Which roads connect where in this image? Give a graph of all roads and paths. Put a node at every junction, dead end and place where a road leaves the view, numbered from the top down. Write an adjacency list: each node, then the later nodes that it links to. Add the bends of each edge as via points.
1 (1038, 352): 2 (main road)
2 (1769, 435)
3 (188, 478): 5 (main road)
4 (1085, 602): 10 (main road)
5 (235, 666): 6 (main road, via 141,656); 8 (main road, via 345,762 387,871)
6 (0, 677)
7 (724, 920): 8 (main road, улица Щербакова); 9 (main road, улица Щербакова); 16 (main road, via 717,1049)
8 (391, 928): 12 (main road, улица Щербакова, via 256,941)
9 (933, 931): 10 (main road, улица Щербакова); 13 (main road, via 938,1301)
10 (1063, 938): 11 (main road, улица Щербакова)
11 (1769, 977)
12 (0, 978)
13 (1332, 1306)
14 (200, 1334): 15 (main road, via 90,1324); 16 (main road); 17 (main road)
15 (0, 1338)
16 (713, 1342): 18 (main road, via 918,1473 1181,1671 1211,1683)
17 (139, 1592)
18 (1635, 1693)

----

*REQUIRED WORK*
Would you print all of the records exactly as they were given?

*EXERCISE OUTPUT*
Which roads connect where in this image? Give a graph of all roads and paths. Put a node at every junction, dead end and place where a road leaves the view, numbered from the top down. Write an adjacency list: each node, then the later nodes that it links to. Add the bends of each edge as via points.
1 (1038, 352): 2 (main road)
2 (1769, 435)
3 (188, 478): 5 (main road)
4 (1085, 602): 10 (main road)
5 (235, 666): 6 (main road, via 141,656); 8 (main road, via 345,762 387,871)
6 (0, 677)
7 (724, 920): 8 (main road, улица Щербакова); 9 (main road, улица Щербакова); 16 (main road, via 717,1049)
8 (391, 928): 12 (main road, улица Щербакова, via 256,941)
9 (933, 931): 10 (main road, улица Щербакова); 13 (main road, via 938,1301)
10 (1063, 938): 11 (main road, улица Щербакова)
11 (1769, 977)
12 (0, 978)
13 (1332, 1306)
14 (200, 1334): 15 (main road, via 90,1324); 16 (main road); 17 (main road)
15 (0, 1338)
16 (713, 1342): 18 (main road, via 918,1473 1181,1671 1211,1683)
17 (139, 1592)
18 (1635, 1693)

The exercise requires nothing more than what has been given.